Joan Kennedy, first wife of Massachusetts Sen. Ted Kennedy, dies at 89

The opinions expressed below are Jon Keller’s, not those of WBZ-TV, CBS News or Paramount, a Skydance Corporation.

Joan Bennett Kennedy, the former wife of the late Massachusetts Senator Ted Kennedy, died Wednesday morning in her sleep at her home in Boston, according to her family. She was 89 years old.

The couple had three children together, Kara, Ted Jr., and former Rhode Island Congressman Patrick Kennedy.  

Her tumultuous marriage to Kennedy, which began in 1958 and ended in 1982, made her an international celebrity. Her life post-divorce as a music scholar and performer and advocate on issues of addiction and mental health cemented her status as an important figure in American life.

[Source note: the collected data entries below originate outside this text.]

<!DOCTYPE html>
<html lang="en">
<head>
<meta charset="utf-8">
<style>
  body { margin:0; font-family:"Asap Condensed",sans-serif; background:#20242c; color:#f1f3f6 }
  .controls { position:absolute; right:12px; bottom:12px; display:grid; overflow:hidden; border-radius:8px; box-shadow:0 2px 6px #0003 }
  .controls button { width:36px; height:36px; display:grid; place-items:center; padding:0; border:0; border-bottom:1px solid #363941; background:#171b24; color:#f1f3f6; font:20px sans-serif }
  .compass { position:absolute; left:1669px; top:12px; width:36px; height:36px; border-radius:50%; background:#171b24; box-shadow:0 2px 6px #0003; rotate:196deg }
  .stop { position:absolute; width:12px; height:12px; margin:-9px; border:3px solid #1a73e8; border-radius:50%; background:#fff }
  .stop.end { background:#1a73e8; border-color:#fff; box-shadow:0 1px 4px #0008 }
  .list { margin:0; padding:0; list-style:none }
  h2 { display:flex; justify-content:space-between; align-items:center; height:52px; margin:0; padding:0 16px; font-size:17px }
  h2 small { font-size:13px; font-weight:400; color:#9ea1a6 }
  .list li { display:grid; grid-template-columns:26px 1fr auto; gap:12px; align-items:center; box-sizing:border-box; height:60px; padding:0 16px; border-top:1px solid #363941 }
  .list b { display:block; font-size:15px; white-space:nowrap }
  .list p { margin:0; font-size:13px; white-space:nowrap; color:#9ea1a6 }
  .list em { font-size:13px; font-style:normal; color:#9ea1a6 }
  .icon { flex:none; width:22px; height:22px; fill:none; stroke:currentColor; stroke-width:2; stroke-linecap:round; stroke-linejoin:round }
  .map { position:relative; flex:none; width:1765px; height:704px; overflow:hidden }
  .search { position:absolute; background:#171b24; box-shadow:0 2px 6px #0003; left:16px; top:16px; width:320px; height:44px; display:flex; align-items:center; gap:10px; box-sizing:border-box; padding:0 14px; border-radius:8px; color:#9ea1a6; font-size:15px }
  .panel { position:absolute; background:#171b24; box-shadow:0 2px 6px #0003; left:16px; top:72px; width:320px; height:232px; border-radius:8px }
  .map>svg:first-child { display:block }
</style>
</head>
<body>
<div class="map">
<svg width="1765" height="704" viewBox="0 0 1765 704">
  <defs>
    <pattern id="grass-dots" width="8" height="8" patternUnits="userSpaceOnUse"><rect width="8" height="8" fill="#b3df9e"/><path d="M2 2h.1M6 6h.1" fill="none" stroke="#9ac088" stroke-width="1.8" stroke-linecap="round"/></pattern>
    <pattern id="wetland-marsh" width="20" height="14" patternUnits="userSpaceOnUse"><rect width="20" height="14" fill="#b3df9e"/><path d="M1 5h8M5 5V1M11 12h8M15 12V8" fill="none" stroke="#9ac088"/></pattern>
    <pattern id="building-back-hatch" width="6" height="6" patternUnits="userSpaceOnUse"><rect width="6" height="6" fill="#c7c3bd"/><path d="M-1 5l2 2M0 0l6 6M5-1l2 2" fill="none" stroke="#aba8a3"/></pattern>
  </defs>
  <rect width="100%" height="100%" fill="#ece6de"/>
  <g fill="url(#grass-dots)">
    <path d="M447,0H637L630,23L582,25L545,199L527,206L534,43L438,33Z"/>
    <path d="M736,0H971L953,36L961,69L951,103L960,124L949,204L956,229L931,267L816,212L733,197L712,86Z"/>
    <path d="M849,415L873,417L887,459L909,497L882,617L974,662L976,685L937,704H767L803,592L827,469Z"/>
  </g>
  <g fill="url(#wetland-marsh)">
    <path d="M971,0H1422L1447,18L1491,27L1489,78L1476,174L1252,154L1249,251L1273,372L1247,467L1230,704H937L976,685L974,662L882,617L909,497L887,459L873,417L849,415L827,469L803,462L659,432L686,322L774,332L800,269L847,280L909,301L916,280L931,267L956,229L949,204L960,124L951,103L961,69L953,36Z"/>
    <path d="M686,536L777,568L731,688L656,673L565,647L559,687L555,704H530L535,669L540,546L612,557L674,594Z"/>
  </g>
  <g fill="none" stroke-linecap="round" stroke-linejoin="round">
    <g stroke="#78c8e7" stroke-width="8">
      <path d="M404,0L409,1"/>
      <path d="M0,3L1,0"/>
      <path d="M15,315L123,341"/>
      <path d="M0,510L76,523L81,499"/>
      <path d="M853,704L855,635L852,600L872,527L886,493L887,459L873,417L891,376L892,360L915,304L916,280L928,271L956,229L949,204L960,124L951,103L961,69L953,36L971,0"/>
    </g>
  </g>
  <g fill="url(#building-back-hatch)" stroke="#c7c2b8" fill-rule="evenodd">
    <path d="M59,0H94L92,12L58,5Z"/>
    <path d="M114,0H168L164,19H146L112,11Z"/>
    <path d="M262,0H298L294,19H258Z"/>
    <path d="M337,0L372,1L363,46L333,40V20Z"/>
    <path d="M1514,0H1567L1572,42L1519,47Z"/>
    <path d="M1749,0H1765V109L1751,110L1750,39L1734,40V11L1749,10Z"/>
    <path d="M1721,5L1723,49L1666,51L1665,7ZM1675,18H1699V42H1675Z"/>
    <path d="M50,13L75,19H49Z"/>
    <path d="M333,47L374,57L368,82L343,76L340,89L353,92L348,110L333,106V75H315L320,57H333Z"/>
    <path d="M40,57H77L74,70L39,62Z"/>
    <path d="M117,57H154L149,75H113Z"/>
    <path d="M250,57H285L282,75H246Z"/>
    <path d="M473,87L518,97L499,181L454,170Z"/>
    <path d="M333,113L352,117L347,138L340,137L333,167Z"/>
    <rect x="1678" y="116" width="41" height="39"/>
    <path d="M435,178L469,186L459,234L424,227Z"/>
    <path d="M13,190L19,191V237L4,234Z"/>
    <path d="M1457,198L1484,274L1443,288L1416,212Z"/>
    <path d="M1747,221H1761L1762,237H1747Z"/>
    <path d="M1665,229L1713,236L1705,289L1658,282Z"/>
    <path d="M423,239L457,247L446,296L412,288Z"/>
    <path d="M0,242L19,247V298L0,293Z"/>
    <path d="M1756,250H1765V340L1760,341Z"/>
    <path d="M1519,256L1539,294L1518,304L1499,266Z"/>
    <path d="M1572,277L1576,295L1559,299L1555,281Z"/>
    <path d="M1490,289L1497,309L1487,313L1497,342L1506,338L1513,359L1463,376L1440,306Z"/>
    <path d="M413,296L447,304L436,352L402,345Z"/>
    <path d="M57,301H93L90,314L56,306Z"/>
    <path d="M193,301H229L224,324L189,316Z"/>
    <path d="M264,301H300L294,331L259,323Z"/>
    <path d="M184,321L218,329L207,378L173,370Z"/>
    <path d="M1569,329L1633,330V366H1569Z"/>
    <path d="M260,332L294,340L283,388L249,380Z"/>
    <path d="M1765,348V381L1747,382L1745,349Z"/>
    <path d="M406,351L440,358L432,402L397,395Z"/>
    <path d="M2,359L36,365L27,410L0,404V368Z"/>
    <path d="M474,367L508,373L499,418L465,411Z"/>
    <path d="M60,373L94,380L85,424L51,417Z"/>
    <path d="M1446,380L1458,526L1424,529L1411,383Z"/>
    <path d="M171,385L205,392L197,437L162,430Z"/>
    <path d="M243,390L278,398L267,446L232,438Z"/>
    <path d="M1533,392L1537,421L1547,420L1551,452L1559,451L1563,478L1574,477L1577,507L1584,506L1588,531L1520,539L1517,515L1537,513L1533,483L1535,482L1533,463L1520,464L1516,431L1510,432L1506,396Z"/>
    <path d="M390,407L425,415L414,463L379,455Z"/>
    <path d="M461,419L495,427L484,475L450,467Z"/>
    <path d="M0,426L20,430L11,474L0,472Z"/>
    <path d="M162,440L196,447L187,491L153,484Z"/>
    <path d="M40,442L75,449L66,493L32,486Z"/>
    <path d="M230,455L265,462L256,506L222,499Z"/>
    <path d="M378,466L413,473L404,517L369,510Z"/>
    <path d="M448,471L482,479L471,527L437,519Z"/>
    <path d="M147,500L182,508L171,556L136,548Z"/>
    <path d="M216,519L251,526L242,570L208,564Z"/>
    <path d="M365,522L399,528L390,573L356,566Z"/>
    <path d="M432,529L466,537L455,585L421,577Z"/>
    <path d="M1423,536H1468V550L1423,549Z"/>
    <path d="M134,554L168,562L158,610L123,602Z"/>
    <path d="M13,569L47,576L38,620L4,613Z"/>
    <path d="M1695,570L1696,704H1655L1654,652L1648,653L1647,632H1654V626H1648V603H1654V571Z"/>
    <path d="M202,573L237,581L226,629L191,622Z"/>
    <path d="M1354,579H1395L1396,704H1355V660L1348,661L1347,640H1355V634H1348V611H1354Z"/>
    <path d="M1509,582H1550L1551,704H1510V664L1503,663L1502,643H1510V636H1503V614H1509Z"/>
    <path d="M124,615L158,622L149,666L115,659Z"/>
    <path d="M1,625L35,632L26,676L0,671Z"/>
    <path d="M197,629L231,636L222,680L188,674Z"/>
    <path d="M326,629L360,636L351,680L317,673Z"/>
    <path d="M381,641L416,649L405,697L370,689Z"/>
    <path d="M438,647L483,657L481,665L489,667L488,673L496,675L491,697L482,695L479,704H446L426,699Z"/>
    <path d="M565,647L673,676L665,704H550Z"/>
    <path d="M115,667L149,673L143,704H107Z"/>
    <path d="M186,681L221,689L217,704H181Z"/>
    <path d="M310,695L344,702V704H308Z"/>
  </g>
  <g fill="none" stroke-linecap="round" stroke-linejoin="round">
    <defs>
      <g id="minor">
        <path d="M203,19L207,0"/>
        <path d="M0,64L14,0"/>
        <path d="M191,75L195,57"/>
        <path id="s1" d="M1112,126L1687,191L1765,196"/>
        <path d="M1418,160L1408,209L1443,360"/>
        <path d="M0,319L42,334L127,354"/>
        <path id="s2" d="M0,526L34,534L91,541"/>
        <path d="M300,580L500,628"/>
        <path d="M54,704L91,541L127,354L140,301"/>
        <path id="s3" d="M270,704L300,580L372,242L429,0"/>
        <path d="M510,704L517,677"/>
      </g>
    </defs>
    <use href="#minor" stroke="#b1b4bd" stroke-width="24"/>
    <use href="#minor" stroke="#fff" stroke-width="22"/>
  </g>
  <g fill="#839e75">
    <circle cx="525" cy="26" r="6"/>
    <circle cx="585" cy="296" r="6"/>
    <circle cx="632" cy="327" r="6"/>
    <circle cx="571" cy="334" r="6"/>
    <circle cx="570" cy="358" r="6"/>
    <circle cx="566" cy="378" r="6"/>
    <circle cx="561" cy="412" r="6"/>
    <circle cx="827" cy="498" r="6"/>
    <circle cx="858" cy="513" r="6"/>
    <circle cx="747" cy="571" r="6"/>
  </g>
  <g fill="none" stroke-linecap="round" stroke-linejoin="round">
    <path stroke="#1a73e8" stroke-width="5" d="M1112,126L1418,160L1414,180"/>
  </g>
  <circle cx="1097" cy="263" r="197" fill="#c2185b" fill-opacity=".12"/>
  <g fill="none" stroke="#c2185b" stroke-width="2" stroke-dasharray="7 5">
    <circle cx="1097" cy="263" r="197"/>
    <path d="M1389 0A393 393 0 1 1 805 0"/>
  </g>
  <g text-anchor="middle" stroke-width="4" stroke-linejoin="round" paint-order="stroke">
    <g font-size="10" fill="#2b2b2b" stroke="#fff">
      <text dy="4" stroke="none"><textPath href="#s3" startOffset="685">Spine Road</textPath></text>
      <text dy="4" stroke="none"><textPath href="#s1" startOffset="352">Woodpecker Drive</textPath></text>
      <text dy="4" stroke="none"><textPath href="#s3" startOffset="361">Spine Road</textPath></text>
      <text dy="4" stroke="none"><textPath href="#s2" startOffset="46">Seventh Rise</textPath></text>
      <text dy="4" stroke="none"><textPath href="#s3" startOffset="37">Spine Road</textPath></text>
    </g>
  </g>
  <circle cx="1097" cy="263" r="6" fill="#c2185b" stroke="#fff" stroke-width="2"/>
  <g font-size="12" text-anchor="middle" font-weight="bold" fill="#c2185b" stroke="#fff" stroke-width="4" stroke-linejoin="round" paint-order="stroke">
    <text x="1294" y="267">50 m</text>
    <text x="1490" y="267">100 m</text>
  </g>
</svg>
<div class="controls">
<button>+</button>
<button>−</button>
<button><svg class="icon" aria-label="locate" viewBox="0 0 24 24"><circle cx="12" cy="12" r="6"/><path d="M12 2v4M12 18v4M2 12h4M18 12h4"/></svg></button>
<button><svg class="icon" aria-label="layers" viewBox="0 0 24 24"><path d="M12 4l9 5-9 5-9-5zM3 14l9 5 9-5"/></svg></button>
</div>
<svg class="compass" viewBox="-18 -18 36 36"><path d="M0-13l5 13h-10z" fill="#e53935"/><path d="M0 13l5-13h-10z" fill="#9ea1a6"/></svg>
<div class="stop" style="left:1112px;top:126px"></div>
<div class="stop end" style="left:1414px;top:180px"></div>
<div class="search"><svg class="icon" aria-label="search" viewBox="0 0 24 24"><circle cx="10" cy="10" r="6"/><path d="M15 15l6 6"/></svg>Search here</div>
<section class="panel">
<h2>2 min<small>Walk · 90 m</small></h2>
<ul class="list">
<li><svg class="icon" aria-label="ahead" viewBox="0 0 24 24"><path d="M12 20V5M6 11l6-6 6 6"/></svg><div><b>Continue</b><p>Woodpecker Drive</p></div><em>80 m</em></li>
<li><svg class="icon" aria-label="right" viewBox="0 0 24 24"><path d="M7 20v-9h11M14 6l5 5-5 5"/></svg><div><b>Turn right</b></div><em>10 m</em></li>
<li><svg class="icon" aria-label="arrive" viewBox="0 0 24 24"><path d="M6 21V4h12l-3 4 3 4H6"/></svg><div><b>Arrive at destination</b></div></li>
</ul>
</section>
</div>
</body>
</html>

She was open and eloquent about her battles with alcoholism and depression in an era when celebrity confessionals were rare, and clearly inspired the impactful post-politics career of her son Patrick, one of the nation’s premiere crusaders for mental health services.

“Besides being a loving mother, talented musician, and instrumental partner to my father as he launched his successful political career, Mom was a powerful example to millions of people with mental health conditions,” said Patrick in a statement Wednesday. “She will be missed not just by the entire Kennedy Family, but by the arts community in the City of Boston and the many people whose lives that she touched.”

The Kennedy family legacy

And for those to whom the story of the Kennedy family, for better or worse, remains an indelible part of American and Bostonian history, it is yet another reminder of what the Kennedy legacy was and how it has evolved over time.

The defeat of her late brother-in-law’s grandson Joe Kennedy III in his 2020 primary challenge to Sen. Ed Markey was the first time a Kennedy had ever lost an election in Massachusetts. Many factors played into that outcome, including voters’ judgment that Markey deserved re-election. But it was also a statement that many voters either no longer remembered the golden era of the Kennedy brothers’ rise to power and/or no longer valued the centrist progressivism espoused by young Joe. As Markey put it in a campaign video: “We asked what we could do for our country. We went out, we did it. With all due respect, it’s time to start asking what your country can do for you.”

And more recently, the bitter opposition of Joe, Caroline Kennedy Schlossberg, and other family members to the anti-vaccine advocacy and Trump embrace of Health and Human Services Sec. Robert F. Kennedy Jr. demonstrated the impermanence of the family’s principles.

ted kennedy wife
Joan Kennedy with Ted Kennedy as he announced he was running for president at Faneuil Hall in Boston on November 7, 1979. Bettmann via Getty Images

Joan Kennedy was widely admired for her personal courage and professional accomplishments, rightly so. Her passing is the latest reminder of the Kennedy family’s trajectory over the past 75 years or so, its ups and downs so closely tied to those of our nation’s politics and culture.

And it’s a reminder, too, of the wisdom of the Irish poet William Butler Yeats’s 106-year-old observation in “The Second Coming”: “Things fall apart; the centre cannot hold.”